Jump to content


Photo

multiline regex


  • Please log in to reply
9 replies to this topic

#1 azure

azure
  • Members
  • 1203 posts

Posted 11 May 2012 - 08:11 AM

hello!

let's say we have a document like this:
<!-- m -->http://www.text-uplo...63943&c=1058001<!-- m -->

and this text template is filled with various text in various constant fields

how can I compare that template to the other filled documents of this template with RegEx?

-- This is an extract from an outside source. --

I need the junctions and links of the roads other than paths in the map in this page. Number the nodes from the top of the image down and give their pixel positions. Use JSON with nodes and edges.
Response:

I mean, I need to store this as a multiline variable, but to be easy to maintain

any hint?

thanks!

#2 HintProvider

HintProvider
  • Guests

Posted 11 May 2012 - 11:48 AM

hello!

let's say we have a document like this:
http://www.crocko.co... ... mplate.txt

.....
any hint?


hint

You are requesting: template.txt (0.0 MB)
Requested file is deleted.


Hope this helps!

:D

#3 azure

azure
  • Members
  • 1203 posts

Posted 11 May 2012 - 12:22 PM

link updated

#4 CodeKiller

CodeKiller
  • Members
  • 2066 posts

Posted 11 May 2012 - 12:55 PM

Why don't you just compare each line one by one ?
There is no point using multiline in this case as each var is on one single line.
Using a regex to compare the whole doc is nearly impossible as you must put some "check point" .
Example : point 6. "a period of ____ years,"
To get the content of the ____ you must use a regex like :
RegExMatch(text, "a period of (\w+) years", var)

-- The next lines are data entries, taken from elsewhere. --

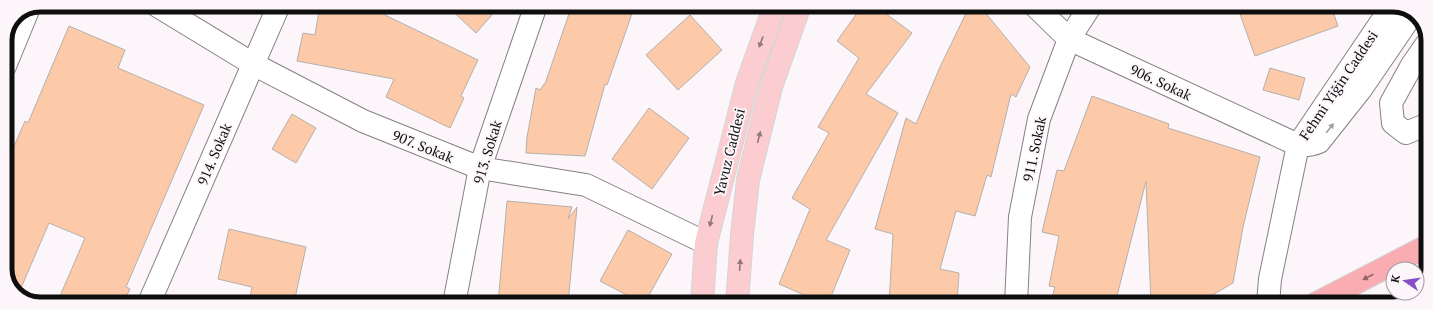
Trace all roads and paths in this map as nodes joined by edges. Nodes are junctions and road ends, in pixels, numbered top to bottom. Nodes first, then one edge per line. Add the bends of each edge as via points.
1 (168, 12) edge
2 (276, 12) edge
3 (534, 12) edge
4 (772, 12) edge
5 (798, 12) edge
6 (1040, 12) edge
7 (1087, 12) edge
8 (1388, 12) edge
9 (25, 17) edge
10 (1409, 17) edge
11 (1069, 39) junction
12 (12, 49) edge
13 (1421, 52) edge
14 (253, 64) junction
15 (1421, 127) edge
16 (1298, 145) junction
17 (480, 168) junction
18 (706, 243) junction
19 (1421, 249) edge
20 (152, 297) edge
21 (455, 297) edge
22 (702, 297) edge
23 (738, 297) edge
24 (1016, 297) edge
25 (1269, 297) edge
26 (1327, 297) edge

1 - 14 street, 907. Sokak
2 - 14 street, 914. Sokak
3 - 17 street, 913. Sokak
4 -> 18 main road, Yavuz Caddesi via 747,83
23 -> 5 main road, Yavuz Caddesi via 748,180 771,88
6 - 11 street, 906. Sokak
7 - 11 street, 911. Sokak
8 - 16 street, Fehmi Yiğin Caddesi
9 - 12 street
16 -> 10 street, Fehmi Yiğin Caddesi via 1320,142 1361,89
11 - 16 street, 906. Sokak
11 - 24 street, 911. Sokak via 1039,119 1020,217
13 - 15 street via 1391,103 1393,123 1406,133
14 - 17 street, 907. Sokak via 363,121
14 - 20 street, 914. Sokak
16 - 25 street, Fehmi Yiğin Caddesi via 1270,279
17 - 18 street, 907. Sokak via 586,185
17 - 21 street, 913. Sokak
18 - 22 main road, Yavuz Caddesi
19 -> 26 highway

Imagine if you must do that for each var... you'll have a ****ing long regex !
It's really easier to sore each line in an object/array and then compare each line of the 2 objects (one for the original one for the text to compare with).
And with this way you can even directly get the lines where the differences are ! ;-)

#5 azure

azure
  • Members
  • 1203 posts

Posted 11 May 2012 - 08:55 PM

Why don't you just compare each line one by one ?

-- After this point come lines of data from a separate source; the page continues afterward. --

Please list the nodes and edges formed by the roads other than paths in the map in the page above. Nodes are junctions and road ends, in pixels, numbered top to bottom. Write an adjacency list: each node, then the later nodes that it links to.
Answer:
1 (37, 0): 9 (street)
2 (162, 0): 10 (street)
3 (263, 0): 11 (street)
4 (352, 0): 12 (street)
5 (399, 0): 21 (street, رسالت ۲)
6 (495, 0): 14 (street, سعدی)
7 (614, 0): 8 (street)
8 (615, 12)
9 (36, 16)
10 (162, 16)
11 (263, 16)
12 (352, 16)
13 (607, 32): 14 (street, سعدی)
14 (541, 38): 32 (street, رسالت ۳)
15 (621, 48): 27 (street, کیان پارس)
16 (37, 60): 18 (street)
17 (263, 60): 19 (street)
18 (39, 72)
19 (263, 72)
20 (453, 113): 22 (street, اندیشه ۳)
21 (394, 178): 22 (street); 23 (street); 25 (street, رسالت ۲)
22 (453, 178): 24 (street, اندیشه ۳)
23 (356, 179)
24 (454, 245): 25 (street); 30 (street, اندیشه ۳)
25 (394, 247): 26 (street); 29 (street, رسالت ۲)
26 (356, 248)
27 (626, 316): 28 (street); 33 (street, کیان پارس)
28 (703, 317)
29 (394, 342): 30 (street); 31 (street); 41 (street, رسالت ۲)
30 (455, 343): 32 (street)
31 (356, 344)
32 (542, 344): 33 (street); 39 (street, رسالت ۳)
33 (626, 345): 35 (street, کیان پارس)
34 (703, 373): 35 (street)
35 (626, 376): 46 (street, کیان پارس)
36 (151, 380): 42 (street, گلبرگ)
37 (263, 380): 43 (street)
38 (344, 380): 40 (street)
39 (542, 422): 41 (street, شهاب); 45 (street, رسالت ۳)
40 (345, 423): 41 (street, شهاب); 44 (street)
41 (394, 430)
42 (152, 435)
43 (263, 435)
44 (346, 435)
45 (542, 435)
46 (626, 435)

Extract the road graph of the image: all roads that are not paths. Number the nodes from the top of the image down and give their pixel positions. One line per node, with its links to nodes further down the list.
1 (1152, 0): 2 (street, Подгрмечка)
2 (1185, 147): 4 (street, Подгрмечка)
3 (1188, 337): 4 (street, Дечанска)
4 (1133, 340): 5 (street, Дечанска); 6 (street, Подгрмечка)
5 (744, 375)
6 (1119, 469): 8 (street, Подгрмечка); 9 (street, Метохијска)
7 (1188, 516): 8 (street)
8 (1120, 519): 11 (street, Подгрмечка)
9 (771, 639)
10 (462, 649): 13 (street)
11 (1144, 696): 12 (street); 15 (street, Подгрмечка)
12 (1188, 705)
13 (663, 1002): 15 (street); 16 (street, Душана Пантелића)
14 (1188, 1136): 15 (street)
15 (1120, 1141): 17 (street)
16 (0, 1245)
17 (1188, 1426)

this was my first thought, but it's so hard to maintain! to actually write the scripts! because I have more than 10 templates!

#6 Gogo

Gogo
  • Guests

Posted 12 May 2012 - 07:20 AM

Template:= "

(

  THIS PARTNERSHIP AGREEMENT is made this __________ day of  ___________, 20__, by and between the following individuals: 

___________________________	Address: __________________________

City/State/ZIP:______________________ etc...

)"

Text:= "

(

  THIS PARTNERSHIP AGREEMENT is made this 12-th day of  May, 2012, by and between the following individuals: 

__ John Doe __	Address: __________________________

City/State/ZIP:______________________ etc...

)"

Needle:= "\Q" RegExReplace(Template,"_+","\E|\Q") "\E"

Sort Needle, D| C U

MultiLineData:= RegExReplace(text,Needle,"`n")

MsgBox % MultiLineData


#7 azure

azure
  • Members
  • 1203 posts

Posted 16 May 2012 - 01:36 PM

I am very interested to this, can you explain me please what you do here:

Needle:= "\Q" RegExReplace(Template,"_+","\E|\Q") "\E"
Sort Needle, D| C U
MultiLineData:= RegExReplace(text,Needle,"`n")
MsgBox % MultiLineData

basically, in a specific point of the template text, there can be a specific text (specific characters or null)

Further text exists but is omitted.